Curse of the Necronomicon comes out on June 22nd, and this is the third book in THE MYTH HUNTER series. Elisa Hill is tasked with tracking down her former partner, Lucas Davalos, who disappeared while seeking out the Necronomicon. Of course, as is usually the case, things aren’t always as they seem and Elisa, Lucas, and Asami will soon find themselves hip-deep in a world of trouble.
Gentleman Rogue has a release date of July 20th and it’s the third book in the INFERNUM series. In this installment, a heist by a thief named Dalton Moore causes some losses for Infernum’s mysterious leader, Dante, and so he tracks down Dalton and offers him a choice—work for him on a job, or face the consequences. Dalton is paired with Dante’s right-hand woman, Tauna, and sent to retrieve a deadly biological weapon.
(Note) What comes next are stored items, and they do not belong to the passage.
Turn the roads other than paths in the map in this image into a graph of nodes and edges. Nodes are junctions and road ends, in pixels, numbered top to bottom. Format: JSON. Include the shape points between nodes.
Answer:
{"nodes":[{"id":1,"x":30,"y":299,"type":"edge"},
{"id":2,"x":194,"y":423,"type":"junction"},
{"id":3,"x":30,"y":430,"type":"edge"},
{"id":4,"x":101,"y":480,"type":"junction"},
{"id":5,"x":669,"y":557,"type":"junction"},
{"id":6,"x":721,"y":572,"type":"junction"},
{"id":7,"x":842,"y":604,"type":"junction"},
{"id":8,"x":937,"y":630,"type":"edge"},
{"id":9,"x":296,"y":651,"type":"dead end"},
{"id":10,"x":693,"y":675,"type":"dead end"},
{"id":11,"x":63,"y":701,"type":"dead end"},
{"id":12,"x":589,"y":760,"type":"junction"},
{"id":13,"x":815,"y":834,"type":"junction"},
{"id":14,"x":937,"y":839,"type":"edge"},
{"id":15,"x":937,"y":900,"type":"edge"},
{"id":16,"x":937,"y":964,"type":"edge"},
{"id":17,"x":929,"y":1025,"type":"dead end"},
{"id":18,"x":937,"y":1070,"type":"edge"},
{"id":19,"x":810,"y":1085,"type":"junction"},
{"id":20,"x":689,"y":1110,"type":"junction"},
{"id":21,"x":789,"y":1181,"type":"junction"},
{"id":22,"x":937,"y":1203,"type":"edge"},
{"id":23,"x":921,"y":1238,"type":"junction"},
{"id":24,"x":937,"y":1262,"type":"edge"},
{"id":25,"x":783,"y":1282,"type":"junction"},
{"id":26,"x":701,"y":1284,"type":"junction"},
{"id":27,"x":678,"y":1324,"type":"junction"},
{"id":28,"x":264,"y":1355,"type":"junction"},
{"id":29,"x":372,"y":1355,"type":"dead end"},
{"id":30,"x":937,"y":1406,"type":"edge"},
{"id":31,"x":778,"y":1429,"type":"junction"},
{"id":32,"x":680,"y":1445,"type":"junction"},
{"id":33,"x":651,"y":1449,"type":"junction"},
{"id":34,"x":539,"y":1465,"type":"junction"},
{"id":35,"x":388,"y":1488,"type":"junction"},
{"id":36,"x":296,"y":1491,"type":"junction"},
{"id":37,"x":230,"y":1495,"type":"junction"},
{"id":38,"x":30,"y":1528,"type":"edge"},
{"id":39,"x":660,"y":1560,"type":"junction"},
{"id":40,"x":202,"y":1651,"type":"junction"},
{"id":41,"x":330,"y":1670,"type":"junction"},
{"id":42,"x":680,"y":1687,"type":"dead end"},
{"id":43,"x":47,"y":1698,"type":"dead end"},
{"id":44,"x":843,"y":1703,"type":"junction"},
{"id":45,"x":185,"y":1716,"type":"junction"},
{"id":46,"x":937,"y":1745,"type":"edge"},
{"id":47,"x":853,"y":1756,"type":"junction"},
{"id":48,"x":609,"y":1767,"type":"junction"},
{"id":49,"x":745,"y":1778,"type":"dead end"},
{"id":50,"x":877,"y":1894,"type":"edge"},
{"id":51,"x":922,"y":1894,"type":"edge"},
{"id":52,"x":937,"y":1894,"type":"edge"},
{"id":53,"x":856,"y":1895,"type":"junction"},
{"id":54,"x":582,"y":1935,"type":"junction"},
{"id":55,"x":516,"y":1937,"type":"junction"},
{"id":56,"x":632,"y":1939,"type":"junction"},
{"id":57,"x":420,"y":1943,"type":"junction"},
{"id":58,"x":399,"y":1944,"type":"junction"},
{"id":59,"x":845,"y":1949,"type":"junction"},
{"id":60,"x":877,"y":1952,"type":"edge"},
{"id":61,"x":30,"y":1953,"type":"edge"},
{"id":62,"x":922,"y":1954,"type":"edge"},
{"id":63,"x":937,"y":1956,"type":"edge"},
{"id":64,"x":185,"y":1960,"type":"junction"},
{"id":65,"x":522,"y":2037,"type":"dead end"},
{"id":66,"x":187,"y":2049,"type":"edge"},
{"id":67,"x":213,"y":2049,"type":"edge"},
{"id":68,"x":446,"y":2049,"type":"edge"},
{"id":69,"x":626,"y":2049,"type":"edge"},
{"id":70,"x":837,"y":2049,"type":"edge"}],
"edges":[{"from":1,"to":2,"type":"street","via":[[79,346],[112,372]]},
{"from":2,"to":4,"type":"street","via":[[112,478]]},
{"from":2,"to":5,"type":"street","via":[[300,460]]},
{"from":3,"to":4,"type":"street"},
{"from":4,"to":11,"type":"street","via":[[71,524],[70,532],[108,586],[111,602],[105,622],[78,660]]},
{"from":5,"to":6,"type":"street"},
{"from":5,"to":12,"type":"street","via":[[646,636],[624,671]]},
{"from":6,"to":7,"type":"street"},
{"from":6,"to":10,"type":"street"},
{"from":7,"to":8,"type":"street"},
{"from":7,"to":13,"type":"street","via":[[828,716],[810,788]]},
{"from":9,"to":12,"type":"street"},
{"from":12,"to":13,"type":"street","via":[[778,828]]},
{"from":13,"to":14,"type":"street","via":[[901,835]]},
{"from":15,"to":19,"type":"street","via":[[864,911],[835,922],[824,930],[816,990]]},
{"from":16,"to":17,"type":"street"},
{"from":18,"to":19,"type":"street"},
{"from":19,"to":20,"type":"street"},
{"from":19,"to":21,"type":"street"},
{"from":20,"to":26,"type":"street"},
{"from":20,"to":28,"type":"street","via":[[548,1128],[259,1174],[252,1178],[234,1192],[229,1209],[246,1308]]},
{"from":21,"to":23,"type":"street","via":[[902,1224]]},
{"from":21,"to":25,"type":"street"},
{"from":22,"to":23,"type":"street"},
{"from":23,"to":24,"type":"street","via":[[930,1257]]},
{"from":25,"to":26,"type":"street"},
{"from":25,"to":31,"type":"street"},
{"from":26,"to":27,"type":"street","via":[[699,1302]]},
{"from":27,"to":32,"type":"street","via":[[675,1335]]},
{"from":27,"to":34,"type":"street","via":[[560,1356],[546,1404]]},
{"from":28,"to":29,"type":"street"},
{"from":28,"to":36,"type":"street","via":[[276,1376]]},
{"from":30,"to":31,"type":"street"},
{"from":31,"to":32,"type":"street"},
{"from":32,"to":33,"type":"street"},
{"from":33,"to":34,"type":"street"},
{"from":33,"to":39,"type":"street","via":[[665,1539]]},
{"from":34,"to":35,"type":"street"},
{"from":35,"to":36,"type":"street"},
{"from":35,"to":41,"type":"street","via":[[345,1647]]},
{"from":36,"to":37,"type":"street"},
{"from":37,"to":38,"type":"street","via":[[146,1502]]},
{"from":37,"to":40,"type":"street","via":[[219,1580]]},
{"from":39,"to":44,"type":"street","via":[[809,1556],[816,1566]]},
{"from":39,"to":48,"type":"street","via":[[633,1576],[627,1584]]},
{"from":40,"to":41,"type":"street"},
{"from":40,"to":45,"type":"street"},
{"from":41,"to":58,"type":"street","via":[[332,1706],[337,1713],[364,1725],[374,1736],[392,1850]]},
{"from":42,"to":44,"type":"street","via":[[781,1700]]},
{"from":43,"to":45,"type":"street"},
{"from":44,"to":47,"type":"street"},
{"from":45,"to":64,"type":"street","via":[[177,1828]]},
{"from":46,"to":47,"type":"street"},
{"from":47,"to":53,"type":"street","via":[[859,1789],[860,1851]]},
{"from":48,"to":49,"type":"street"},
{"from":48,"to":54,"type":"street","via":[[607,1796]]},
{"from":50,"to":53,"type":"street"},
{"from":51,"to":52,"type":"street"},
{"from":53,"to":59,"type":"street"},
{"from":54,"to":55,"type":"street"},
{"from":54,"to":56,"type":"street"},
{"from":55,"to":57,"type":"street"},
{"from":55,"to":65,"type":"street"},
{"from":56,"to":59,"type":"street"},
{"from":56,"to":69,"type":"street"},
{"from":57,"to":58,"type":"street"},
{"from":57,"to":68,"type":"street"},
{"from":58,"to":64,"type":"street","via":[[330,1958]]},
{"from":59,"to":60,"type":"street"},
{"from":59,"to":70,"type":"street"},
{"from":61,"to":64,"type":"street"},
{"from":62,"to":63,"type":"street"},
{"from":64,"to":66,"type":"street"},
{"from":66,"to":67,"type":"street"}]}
I’ve also got the third LUTHER CROSS story coming out from Pro Se Productions sometime in the near future, called Bloodlust. Some other work coming out through both Pro Se and Airship 27, but if I say anything more about that, Tommy Hancock and Ron Fortier might team up to do some unspeakable things to me.
DF: Hollywood calls and says that they’re going to give your $500 million and the director of your choice to adapt one of your books into a movie. What book do you choose and which director?
PC: Good question. I think I’d choose The Lost Continent, the first MYTH HUNTER book (and now free on all platforms). Now as for director, that’s tough. I might have to go with Joss Whedon or the Russo Brothers. Through “The Avengers” “Avengers: Age of Ultron” and “Captain America: The Winter Soldier” those directors have clearly demonstrated that they understand the pulp mindset. They understand that these movies can be fun and don’t have to take themselves super-seriously. So I think they’d be wonderful to handle my work.
DF: Recommend a book, a movie and a TV show.
PC: I’m in the middle of reading Russ Anderson’s “Myth World” right now and really digging it. It’s a wonderful book that deserves more attention, so everyone head over to your e-book store of choice and buy it. For movie, I just saw “Avengers: Age of Ultron” and really dug it. I thought Joss Whedon and co. upped their game from the first film by a massive degree and it’s now my favorite Marvel film. And as for TV show, I’m really tempted to say “Daredevil” because it was just balls-out awesome, but I don’t want to seem like too much of a Marvel zombie. So instead, I’ll recommend “Sons of Anarchy”. The last season is finally on Netflix and I just started watching it.
Derrick Ferguson: Anything else we should know?
Percival Constantine: Both The Lost Continent and Love & Bullets are available for free on all platforms and if you go to percivalconstantine.com and enter your email address, you’ll get more free stuff.